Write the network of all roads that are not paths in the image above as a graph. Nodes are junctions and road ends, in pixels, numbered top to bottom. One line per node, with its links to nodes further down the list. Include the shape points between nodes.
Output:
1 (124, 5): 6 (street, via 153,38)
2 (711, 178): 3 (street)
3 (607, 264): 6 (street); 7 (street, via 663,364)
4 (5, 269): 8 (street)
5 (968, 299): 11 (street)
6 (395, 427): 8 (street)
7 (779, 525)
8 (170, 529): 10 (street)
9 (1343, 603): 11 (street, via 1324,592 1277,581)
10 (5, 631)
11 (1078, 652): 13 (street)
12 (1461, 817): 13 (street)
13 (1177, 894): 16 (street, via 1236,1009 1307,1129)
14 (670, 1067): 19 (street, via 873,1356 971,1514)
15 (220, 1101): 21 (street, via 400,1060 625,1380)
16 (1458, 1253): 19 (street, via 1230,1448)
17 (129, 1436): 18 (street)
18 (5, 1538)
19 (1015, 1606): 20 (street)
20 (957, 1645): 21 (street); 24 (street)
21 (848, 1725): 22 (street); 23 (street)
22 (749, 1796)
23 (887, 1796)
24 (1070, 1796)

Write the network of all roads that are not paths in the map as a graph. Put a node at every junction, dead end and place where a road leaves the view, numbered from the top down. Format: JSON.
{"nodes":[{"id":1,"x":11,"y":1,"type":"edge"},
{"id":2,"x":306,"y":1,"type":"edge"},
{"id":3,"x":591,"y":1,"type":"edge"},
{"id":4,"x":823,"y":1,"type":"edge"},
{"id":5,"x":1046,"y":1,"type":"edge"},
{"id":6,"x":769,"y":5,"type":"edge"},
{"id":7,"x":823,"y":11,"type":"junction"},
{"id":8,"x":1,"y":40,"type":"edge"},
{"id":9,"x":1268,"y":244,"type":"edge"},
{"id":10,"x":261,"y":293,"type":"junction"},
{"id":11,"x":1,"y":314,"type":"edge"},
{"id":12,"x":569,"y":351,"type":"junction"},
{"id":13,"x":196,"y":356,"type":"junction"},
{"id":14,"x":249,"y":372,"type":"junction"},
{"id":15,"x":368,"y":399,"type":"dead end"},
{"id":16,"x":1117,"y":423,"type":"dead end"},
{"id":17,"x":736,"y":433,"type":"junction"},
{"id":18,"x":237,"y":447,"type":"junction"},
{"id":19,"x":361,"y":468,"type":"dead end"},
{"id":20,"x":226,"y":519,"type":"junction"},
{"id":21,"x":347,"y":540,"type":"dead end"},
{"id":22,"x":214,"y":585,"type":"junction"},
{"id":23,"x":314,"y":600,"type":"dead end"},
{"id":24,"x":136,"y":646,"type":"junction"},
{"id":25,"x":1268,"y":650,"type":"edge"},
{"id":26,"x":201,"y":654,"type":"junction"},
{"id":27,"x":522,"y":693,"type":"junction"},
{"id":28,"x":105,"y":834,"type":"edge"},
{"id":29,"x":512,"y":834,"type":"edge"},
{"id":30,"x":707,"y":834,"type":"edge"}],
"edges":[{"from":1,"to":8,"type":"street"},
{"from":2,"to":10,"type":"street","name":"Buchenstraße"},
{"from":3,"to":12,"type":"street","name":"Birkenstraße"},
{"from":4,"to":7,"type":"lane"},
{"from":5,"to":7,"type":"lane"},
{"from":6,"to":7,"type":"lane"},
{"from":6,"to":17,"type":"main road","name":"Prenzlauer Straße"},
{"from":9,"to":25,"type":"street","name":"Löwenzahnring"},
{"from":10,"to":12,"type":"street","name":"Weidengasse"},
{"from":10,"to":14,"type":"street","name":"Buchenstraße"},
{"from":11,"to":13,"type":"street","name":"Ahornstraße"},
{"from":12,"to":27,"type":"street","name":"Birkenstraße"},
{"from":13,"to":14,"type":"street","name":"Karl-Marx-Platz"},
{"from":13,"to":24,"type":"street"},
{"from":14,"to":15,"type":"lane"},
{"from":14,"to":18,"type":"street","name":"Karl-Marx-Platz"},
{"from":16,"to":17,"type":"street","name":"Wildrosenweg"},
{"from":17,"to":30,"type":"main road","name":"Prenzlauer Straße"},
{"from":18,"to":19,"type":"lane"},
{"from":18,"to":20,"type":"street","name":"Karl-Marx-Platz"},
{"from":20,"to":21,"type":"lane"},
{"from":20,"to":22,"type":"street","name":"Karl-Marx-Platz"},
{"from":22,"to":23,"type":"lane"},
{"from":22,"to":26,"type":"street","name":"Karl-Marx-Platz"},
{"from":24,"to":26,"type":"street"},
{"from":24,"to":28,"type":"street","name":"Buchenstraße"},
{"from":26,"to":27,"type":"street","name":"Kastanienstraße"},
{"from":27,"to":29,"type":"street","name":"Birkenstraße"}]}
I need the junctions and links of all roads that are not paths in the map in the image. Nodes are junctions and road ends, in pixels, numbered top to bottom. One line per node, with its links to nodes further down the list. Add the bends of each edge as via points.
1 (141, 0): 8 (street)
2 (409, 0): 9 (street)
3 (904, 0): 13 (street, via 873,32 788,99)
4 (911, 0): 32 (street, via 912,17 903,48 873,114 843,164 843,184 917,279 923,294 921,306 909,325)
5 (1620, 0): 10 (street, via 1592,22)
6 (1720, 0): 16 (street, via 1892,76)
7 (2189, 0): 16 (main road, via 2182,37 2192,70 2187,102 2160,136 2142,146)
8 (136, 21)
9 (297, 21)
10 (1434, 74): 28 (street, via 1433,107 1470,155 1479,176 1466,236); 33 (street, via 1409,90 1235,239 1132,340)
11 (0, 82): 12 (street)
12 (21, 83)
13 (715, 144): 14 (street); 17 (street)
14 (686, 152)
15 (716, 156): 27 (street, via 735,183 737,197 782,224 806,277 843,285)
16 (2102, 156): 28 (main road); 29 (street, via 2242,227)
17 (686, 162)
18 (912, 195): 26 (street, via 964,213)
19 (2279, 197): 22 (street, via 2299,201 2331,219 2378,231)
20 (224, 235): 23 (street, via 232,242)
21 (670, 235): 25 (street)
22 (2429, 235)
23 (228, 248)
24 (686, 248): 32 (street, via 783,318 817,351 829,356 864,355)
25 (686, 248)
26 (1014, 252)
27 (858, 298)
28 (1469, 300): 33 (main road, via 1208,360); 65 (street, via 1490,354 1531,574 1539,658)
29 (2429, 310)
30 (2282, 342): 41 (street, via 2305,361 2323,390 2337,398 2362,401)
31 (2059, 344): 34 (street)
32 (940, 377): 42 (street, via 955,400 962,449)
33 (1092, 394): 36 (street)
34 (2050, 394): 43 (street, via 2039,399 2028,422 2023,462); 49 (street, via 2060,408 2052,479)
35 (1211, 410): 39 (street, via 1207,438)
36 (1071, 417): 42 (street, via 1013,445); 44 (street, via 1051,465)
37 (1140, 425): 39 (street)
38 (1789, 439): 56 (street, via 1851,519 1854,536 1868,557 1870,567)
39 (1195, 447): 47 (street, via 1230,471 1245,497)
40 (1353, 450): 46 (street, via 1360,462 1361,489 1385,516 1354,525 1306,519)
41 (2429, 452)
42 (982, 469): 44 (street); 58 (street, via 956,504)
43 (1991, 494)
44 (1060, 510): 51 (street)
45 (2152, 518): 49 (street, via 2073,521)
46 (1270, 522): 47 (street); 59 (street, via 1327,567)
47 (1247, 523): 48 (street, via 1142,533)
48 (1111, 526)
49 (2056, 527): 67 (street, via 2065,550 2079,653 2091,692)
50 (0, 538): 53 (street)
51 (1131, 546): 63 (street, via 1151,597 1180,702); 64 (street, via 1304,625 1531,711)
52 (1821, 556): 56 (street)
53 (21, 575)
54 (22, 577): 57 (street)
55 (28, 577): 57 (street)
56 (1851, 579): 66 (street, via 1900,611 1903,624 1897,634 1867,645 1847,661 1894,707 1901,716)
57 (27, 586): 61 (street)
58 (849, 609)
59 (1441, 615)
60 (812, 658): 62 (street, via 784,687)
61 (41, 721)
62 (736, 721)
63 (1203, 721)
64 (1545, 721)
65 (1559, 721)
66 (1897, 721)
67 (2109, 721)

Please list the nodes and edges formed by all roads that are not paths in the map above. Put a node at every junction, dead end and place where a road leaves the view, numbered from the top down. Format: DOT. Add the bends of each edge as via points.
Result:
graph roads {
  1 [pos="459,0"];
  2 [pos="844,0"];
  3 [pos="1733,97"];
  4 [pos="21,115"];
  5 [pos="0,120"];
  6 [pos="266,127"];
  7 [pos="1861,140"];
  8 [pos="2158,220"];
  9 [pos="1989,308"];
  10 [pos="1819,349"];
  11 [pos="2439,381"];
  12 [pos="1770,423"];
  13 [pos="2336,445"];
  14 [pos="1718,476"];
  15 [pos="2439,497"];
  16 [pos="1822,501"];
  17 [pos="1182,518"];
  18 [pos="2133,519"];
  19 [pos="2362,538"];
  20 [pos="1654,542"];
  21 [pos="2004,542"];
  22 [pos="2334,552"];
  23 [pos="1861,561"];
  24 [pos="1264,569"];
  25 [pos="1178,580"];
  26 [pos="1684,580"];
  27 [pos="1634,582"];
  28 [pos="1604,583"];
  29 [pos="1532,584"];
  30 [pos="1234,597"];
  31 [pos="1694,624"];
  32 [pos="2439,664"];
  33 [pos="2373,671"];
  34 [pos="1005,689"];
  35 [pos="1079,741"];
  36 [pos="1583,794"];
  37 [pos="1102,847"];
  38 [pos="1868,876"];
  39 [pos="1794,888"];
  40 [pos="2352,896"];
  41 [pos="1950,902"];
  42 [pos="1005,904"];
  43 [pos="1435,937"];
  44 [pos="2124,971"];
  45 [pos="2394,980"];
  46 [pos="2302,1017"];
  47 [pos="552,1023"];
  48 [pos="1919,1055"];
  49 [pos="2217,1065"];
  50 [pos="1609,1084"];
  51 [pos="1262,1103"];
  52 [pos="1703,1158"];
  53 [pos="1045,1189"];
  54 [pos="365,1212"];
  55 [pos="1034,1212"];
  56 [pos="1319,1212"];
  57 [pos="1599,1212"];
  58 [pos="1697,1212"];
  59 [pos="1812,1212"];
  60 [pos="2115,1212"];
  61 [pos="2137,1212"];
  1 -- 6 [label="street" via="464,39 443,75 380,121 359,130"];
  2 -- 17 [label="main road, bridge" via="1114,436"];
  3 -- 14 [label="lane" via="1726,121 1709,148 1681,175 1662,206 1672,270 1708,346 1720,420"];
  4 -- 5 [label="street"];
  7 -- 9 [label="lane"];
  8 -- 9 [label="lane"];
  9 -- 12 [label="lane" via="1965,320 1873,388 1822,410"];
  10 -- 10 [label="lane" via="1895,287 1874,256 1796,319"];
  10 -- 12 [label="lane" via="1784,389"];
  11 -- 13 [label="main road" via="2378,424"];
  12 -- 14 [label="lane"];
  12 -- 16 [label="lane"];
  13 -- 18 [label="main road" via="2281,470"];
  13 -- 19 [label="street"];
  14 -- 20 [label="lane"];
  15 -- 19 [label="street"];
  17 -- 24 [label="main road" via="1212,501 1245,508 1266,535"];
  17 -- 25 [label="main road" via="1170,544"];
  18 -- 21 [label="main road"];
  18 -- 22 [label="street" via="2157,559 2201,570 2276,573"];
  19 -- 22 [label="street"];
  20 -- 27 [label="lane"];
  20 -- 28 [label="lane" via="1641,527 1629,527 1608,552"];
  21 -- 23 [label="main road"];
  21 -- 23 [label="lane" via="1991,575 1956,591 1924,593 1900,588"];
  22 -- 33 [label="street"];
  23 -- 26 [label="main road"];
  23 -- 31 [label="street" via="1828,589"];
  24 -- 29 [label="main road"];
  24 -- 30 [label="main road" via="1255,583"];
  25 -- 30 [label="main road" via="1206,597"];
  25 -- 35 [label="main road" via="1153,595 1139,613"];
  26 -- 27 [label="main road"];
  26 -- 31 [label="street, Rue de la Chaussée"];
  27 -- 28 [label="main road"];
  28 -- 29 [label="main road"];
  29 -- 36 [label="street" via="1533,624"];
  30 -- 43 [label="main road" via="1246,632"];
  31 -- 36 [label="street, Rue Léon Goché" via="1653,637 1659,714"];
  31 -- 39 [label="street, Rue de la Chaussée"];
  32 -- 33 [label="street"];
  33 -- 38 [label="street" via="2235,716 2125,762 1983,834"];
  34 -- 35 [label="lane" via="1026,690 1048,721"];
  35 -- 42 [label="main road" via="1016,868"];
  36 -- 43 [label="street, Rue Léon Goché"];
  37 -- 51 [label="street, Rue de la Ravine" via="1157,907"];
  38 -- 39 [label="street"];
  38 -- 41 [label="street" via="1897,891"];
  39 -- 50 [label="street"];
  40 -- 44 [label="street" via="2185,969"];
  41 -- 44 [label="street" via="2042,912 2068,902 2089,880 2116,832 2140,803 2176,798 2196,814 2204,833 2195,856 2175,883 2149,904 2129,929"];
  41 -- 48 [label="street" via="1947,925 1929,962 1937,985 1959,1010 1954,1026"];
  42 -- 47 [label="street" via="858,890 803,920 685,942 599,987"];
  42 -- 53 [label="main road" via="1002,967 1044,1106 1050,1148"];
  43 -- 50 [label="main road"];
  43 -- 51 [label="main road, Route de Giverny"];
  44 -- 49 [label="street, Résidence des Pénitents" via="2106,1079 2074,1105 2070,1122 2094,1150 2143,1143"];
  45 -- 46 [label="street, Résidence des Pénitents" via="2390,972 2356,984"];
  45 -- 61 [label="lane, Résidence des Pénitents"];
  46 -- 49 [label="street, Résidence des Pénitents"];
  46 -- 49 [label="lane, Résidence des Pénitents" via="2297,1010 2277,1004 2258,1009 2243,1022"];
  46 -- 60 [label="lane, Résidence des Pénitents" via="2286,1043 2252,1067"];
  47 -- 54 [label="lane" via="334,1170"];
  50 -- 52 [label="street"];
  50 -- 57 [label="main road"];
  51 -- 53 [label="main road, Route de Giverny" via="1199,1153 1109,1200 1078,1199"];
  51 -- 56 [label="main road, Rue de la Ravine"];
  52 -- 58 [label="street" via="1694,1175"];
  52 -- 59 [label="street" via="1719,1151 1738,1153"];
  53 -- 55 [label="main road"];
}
****************************************
From the entries above, select each line containing the string "Platz".

{"from":13,"to":14,"type":"street","name":"Karl-Marx-Platz"},
{"from":14,"to":18,"type":"street","name":"Karl-Marx-Platz"},
{"from":18,"to":20,"type":"street","name":"Karl-Marx-Platz"},
{"from":20,"to":22,"type":"street","name":"Karl-Marx-Platz"},
{"from":22,"to":26,"type":"street","name":"Karl-Marx-Platz"},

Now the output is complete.